なお、画像提供元の記載がある場合は画像提供元も併せてご記載ください。
画像提供元の記載例
【画像提供元の記載がない場合の記載例】
出典:農林水産省「にっぽん伝統食図鑑」
【画像提供元の記載がある場合の記載例】
出典:農林水産省「にっぽん伝統食図鑑」
画像提供元:〇〇〇
主な伝承地域
県内全域
食品概要(特徴・種類)
ふぐの卵巣を、塩とぬかで3年ほどかけて発酵させ毒を抜いた伝統食。金沢市金石、大野のほか旧美川町、輪島市が主な製造地。「ふぐは食いたし、命は惜しし」という言葉があるように、ふぐを食べてあたると命がないと昔から言われている。ふぐの卵巣には、テトロドトキシンという猛毒が含まれているが、塩とぬかに漬けると解毒される。その解毒の仕組みについては、製造過程で毒が塩水とぬかに拡散して平均化する説や、発酵中に微生物が毒を分解している説がある。しかし、いまだにメカニズムは解明されておらず、石川県でも限られた生産者しか製造することが許されていない。
歴史・文化、関連行事
発祥は定かではないが、各地の貝塚からふぐの骨が出土していることから、ふぐを食用としていたのは太古の時代からと推測される。ぬか漬けにする加工方法は、北海道方面から運ばれたふぐを船中食や、冬の保存食としてぬかに漬けたのが始まりと言われている。

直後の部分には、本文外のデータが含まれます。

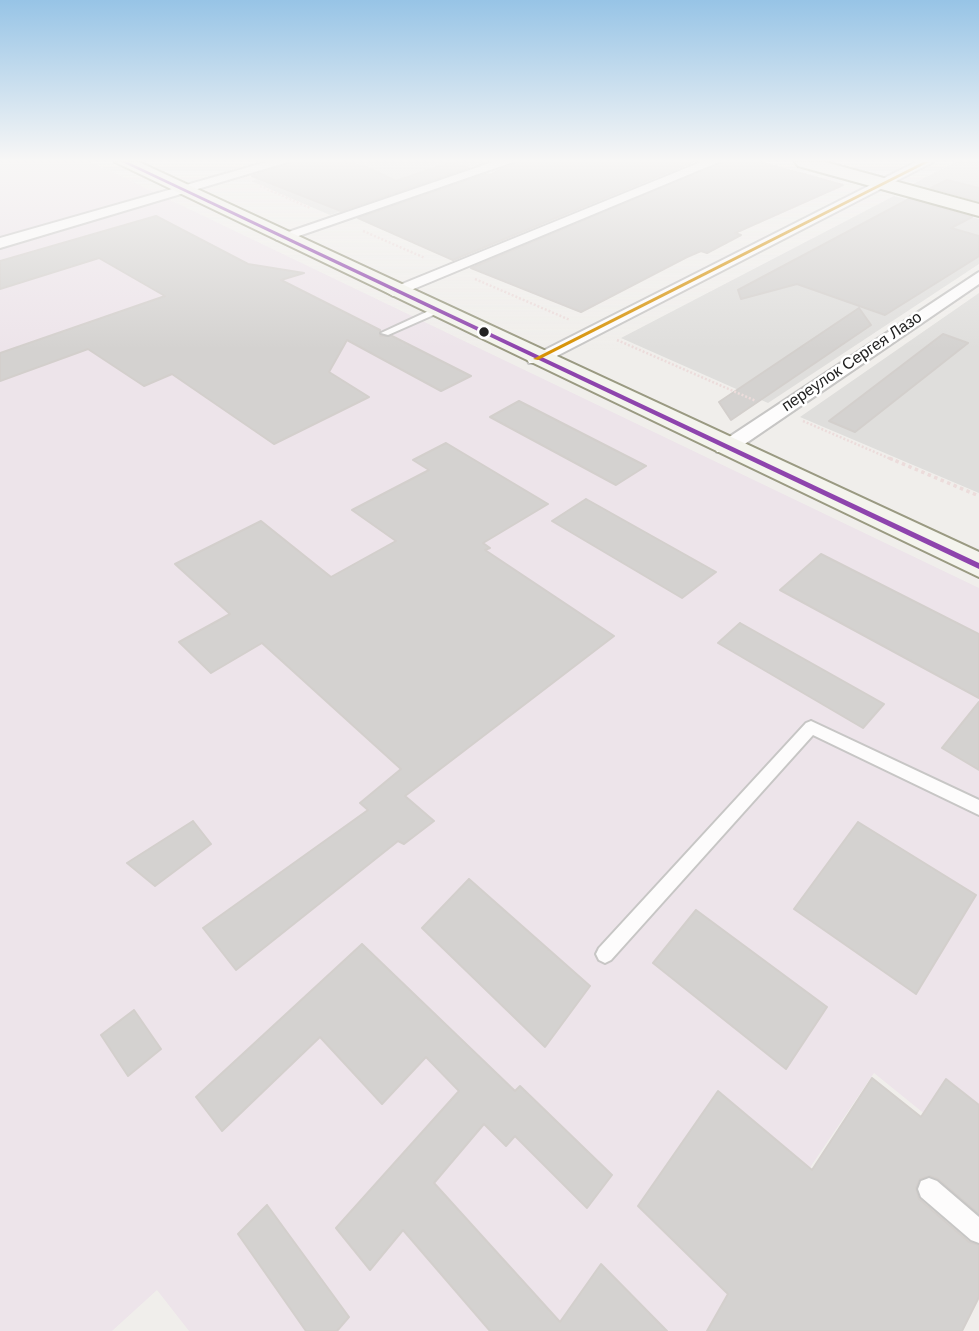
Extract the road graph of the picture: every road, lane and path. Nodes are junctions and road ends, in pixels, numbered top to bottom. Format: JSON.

昭和58年に、猛毒をもつふぐの内臓は全て廃棄するよう食品衛生法が改正されたが、石川県は、江戸時代から続く加賀の伝統産業であることや、過去に一度も事故がないことから、ふぐの子のぬか漬けをつくることが認められている。
製造方法
ふぐの加工は、石川県近海でふぐが獲れる4~6月と9月に行われる。まず身と卵巣を分けて、卵巣を約半年から1年かけて塩漬けする。次に卵巣を水洗いし、米麹、ぬか、とうがらし及び魚醤のいしるとともに重石をして漬ける。その後、桶ごとにふぐ毒のチェックをし、検査が通ったものに「石川県ふぐ加工協会」の認定シールが貼られ出荷される。ただしこれらの処理は、ふぐ調理師免許を持った人のみが行える。
保護・継承の取り組み
ふぐの子のぬか漬けを製造・販売している業者では、「禁断のグルメ体験ツアー」を行っている。ツアー内容は、ふぐの調理に関する話を聞き、工場見学、粕漬け体験、最後にはふぐの子のぬか漬けを乗せたお茶漬けが食べられるといったもの。また併設の飲食店では、多彩なふぐの子ぬか漬けのアレンジ料理を提供しており、新メニューの開発なども積極的に行っている。
主な食べ方
ぬかを落として輪切りにし、そのまま食べるのが一般的。塩分が高いため、酒の肴に最適。塩辛いのが苦手な人は、レモン汁や酢、甘酢をかけるとやわらぐようだ。卵の粒をほぐして使う場合は、アルミホイルで包みオーブントースターで軽くあぶるとほぐれやすくなる。金沢市内のデパートや金沢百番街、石川県観光物産館等で販売しており、真空パック状のものは通年入手可能。居酒屋などで提供していることもある。